Your job is to set down the stretch of entries that opens with the line containing "pinky pip: (262, 258)" and closes with the line containing "pinky mcp: (233, 105)". Keep both end lines, copy each exactly, and add nothing.

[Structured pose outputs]

□ □ □ □ □ □ □

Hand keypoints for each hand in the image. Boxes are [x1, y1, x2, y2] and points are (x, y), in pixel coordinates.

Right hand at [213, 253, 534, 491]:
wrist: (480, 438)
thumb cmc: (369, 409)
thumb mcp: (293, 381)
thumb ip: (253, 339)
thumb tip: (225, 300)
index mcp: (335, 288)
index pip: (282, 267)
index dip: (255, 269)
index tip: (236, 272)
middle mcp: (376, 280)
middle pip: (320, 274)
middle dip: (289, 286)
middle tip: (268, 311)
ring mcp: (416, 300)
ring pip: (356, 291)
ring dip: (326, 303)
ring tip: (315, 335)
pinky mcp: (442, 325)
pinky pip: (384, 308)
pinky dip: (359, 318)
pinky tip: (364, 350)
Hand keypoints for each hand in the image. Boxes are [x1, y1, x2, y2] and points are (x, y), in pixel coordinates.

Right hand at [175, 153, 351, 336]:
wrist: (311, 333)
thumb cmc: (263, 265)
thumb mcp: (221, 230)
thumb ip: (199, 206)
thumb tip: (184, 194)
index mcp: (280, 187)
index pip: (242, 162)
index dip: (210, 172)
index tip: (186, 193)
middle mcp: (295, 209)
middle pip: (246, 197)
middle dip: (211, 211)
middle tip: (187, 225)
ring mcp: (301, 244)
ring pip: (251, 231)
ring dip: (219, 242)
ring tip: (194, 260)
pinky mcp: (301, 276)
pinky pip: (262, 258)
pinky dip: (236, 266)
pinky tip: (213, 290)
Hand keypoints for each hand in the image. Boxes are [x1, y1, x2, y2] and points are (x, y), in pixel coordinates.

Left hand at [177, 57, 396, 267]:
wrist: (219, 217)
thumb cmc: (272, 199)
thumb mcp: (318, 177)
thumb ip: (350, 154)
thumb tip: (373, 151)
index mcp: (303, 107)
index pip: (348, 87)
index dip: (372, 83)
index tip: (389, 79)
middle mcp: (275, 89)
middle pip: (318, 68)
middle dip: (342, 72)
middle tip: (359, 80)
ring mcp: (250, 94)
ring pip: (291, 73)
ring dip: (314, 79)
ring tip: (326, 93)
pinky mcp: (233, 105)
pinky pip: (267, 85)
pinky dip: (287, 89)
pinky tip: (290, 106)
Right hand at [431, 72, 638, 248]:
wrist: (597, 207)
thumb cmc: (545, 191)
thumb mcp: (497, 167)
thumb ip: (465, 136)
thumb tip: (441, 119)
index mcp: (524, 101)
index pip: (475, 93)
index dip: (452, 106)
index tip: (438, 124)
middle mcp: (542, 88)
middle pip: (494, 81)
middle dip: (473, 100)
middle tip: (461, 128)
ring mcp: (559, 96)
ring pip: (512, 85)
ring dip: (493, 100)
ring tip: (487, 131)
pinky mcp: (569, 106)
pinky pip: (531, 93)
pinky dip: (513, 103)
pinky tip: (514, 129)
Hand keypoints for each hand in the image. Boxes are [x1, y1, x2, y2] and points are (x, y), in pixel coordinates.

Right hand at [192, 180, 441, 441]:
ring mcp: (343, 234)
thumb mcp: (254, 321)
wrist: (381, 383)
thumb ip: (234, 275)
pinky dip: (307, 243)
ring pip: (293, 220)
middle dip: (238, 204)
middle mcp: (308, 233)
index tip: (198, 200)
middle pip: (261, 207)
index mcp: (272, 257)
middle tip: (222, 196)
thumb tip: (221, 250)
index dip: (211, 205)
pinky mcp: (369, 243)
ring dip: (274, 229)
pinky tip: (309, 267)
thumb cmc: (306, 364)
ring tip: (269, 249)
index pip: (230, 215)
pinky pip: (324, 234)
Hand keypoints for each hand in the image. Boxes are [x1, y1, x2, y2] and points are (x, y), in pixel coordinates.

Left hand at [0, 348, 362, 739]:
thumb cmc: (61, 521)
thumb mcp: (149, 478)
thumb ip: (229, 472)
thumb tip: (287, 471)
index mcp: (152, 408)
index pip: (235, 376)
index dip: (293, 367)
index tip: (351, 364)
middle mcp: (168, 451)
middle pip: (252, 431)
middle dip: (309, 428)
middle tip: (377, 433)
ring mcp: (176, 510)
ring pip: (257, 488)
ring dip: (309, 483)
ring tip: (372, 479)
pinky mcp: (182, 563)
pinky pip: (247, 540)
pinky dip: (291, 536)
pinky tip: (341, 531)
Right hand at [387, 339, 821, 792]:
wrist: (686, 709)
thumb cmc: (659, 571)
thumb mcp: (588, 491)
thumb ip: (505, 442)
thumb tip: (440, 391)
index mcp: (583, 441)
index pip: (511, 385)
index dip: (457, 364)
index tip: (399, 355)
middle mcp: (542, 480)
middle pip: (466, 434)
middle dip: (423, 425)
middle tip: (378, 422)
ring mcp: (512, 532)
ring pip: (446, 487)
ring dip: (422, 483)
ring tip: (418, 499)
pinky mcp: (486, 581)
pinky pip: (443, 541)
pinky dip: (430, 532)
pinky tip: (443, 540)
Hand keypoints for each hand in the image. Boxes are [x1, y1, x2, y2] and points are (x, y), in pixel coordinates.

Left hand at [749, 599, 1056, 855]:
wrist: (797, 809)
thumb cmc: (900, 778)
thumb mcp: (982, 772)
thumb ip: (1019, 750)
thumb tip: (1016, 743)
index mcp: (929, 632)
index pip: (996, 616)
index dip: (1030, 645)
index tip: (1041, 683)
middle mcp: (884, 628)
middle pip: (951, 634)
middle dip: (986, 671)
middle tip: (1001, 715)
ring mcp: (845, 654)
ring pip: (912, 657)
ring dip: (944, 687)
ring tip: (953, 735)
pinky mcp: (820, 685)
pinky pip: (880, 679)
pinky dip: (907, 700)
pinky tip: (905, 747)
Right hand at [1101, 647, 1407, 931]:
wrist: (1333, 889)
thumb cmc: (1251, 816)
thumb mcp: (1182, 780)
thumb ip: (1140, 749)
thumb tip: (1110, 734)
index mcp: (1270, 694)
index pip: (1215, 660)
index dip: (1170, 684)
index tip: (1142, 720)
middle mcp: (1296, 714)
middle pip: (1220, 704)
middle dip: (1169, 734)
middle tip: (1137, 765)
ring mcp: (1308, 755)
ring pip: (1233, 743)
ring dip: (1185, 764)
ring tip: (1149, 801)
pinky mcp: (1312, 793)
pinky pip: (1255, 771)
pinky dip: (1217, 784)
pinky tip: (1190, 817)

□ □ □ □ □ □ □

• **WRITTEN REPLY**:
pinky pip: (262, 258)
pinky dip: (236, 266)
pinky tip: (213, 290)
Hand keypoints for each hand in the image. Boxes are [x1, y1, x2, y2] and points are (x, y), in pixel coordinates.

Left hand at [177, 57, 396, 267]:
wrist: (219, 217)
thumb cmc: (272, 199)
thumb mcp: (318, 177)
thumb ip: (350, 154)
thumb tip: (373, 151)
index mcp: (303, 107)
index pip: (348, 87)
index dip: (372, 83)
index tip: (389, 79)
middle mcp: (275, 89)
middle pip: (318, 68)
middle dip: (342, 72)
middle tip: (359, 80)
ring mcp: (250, 94)
ring pip: (291, 73)
ring dip: (314, 79)
ring tip: (326, 93)
pinky mcp: (233, 105)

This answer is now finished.